I haven't seen this explicitly anywhere so I just wanted to clarify. This is all in the context of a single threaded program: say we have a 10GB text file when we open with mmap, using the MAP_PRIVATE option. Initially of course, I should expect to see 0GB resident memory used. Now say I modify every character in the file. Will this then require 10GB in resident memory? And if not, why not?

Now what if we did the same thing but with MAP_SHARED, what should I expect the resident memory usage to look like?

CodePudding user response:

MAP_SHARED creates a mapping that is backed by the original file. Any changes to the data are written back to that file (assuming a read/write mapping).

MAP_PRIVATE creates a mapping that is backed by the original file for reads only. If you change bytes in the mapping, then the OS creates a new page that is occupies physical memory and is backed by swap (if any).

The impact on resident set size is not dependent on the mapping type: pages will be in your resident set if they're actively accessed (read or write). If the OS needs physical memory, then pages that are not actively accessed are dropped (if clean), or written to either the original file or swap (if dirty, and depending on mapping type).

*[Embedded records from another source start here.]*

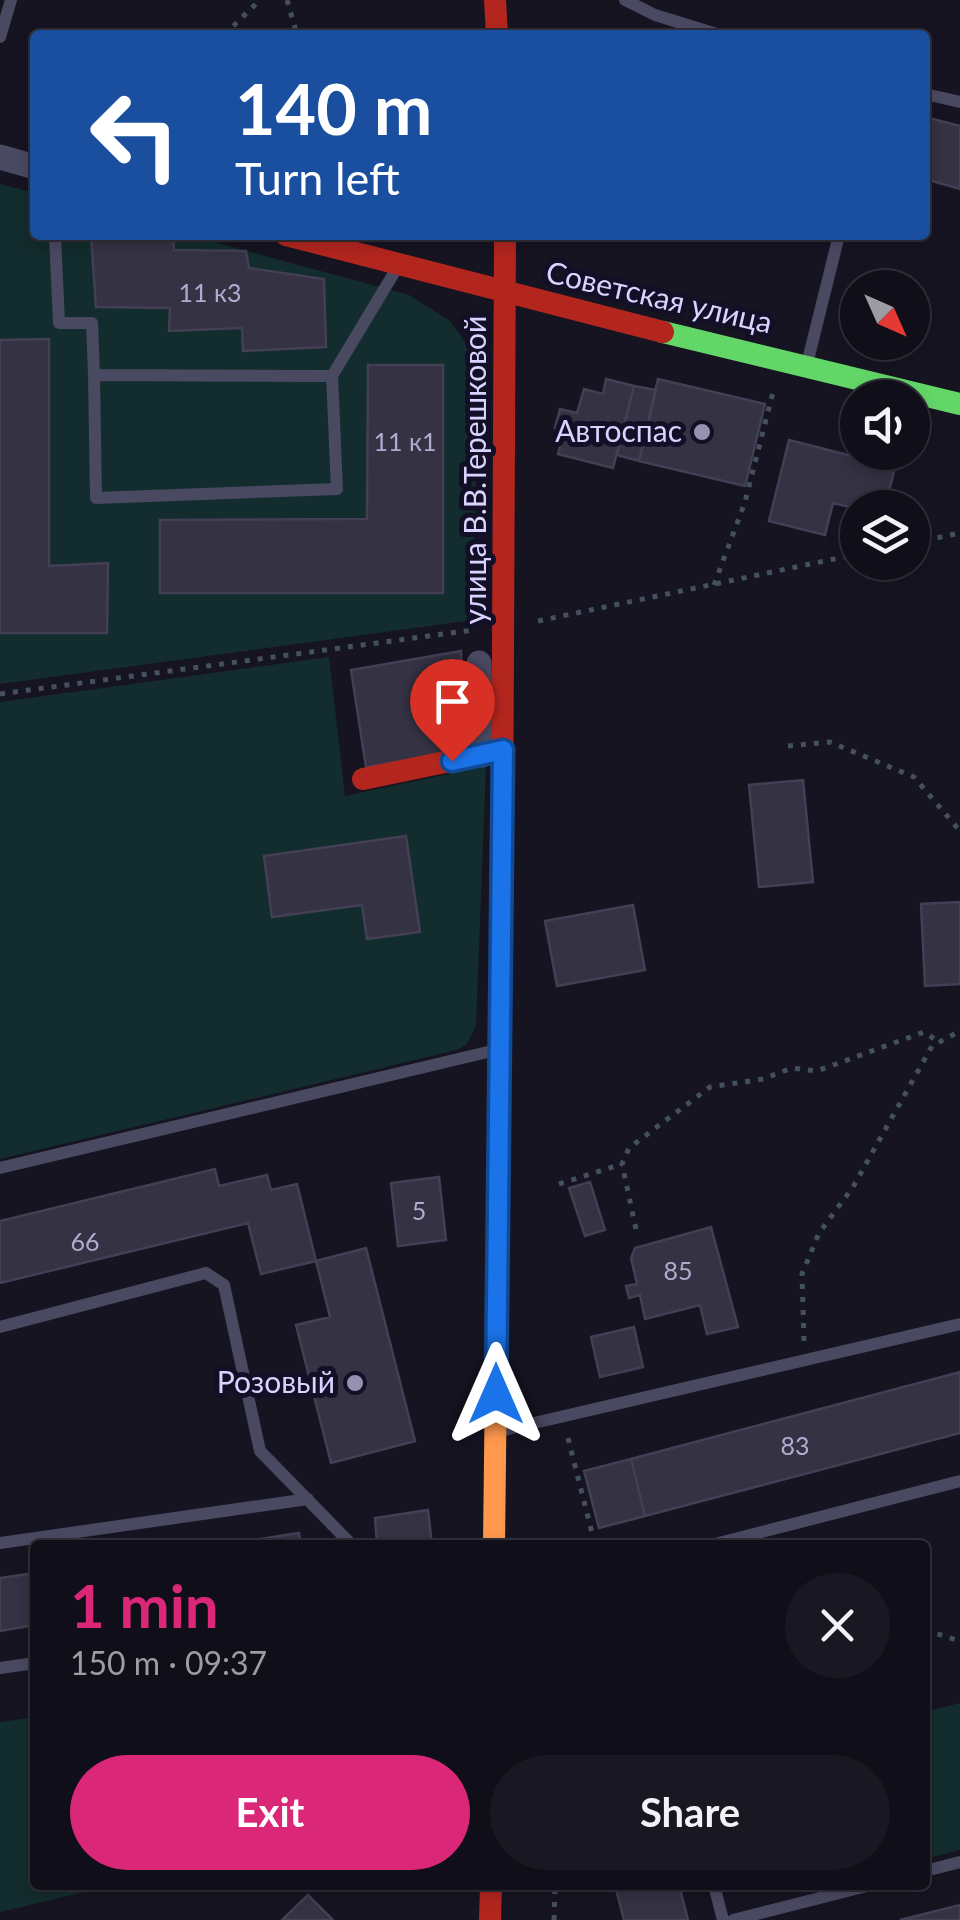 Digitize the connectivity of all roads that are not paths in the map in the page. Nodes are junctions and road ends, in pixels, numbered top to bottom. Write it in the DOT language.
graph roads {
  1 [pos="10,0"];
  2 [pos="495,0"];
  3 [pos="625,0"];
  4 [pos="497,30"];
  5 [pos="704,30"];
  6 [pos="0,37"];
  7 [pos="930,95"];
  8 [pos="960,102"];
  9 [pos="0,157"];
  10 [pos="30,166"];
  11 [pos="56,240"];
  12 [pos="304,240"];
  13 [pos="505,240"];
  14 [pos="838,240"];
  15 [pos="398,266"];
  16 [pos="508,296"];
  17 [pos="806,366"];
  18 [pos="94,375"];
  19 [pos="332,376"];
  20 [pos="960,404"];
  21 [pos="479,663"];
  22 [pos="492,752"];
  23 [pos="363,779"];
  24 [pos="498,1050"];
  25 [pos="0,1168"];
  26 [pos="960,1324"];
  27 [pos="0,1328"];
  28 [pos="495,1432"];
  29 [pos="960,1481"];
  30 [pos="308,1499"];
  31 [pos="347,1540"];
  32 [pos="494,1540"];
  33 [pos="730,1540"];
  34 [pos="0,1543"];
  35 [pos="30,1664"];
  36 [pos="0,1668"];
  37 [pos="960,1862"];
  38 [pos="930,1870"];
  39 [pos="491,1890"];
  40 [pos="715,1890"];
  41 [pos="851,1890"];
  42 [pos="490,1920"];
  43 [pos="723,1920"];
  44 [pos="734,1920"];
  1 -- 6 [label="lane"];
  2 -- 4 [label="street"];
  3 -- 5 [label="lane"];
  7 -- 8 [label="lane"];
  9 -- 10 [label="street"];
  11 -- 18 [label="lane"];
  12 -- 15 [label="street, Советская улица"];
  13 -- 16 [label="street, улица В.В.Терешковой"];
  14 -- 17 [label="lane"];
  15 -- 16 [label="street, Советская улица"];
  15 -- 19 [label="lane"];
  16 -- 17 [label="street, Советская улица"];
  16 -- 22 [label="street, улица В.В.Терешковой"];
  17 -- 20 [label="street, Советская улица"];
  18 -- 19 [label="lane"];
  18 -- 19 [label="lane"];
  21 -- 22 [label="street"];
  22 -- 23 [label="street"];
  22 -- 24 [label="street, улица В.В.Терешковой"];
  24 -- 25 [label="lane"];
  24 -- 28 [label="street, улица В.В.Терешковой"];
  26 -- 28 [label="lane"];
  27 -- 30 [label="lane"];
  28 -- 32 [label="street, улица В.В.Терешковой"];
  29 -- 33 [label="lane"];
  30 -- 31 [label="lane"];
  30 -- 34 [label="lane"];
  35 -- 36 [label="lane"];
  37 -- 38 [label="lane"];
  39 -- 42 [label="street"];
  40 -- 43 [label="lane"];
  41 -- 44 [label="lane"];
} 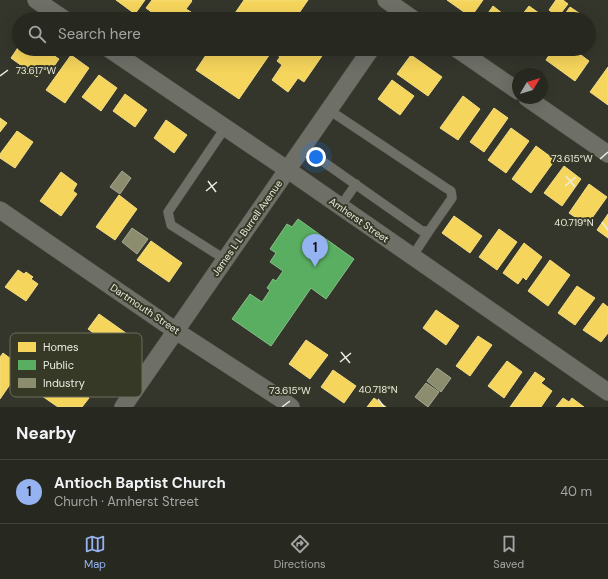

Where the two types differ is in total commitment against physical memory and swap. A shared mapping doesn't increase this commitment, a private mapping does. If you don't have enough combined memory and swap to hold every page of the private mapping, and you write to every page, then you (or possibly some other process) will be killed by the out-of-memory daemon.

Update: what I wrote above applies to memory-mapped files. You can map an anonymous block (MAP_ANONYMOUS) with MAP_SHARED, in which case the memory is backed by swap, not a file.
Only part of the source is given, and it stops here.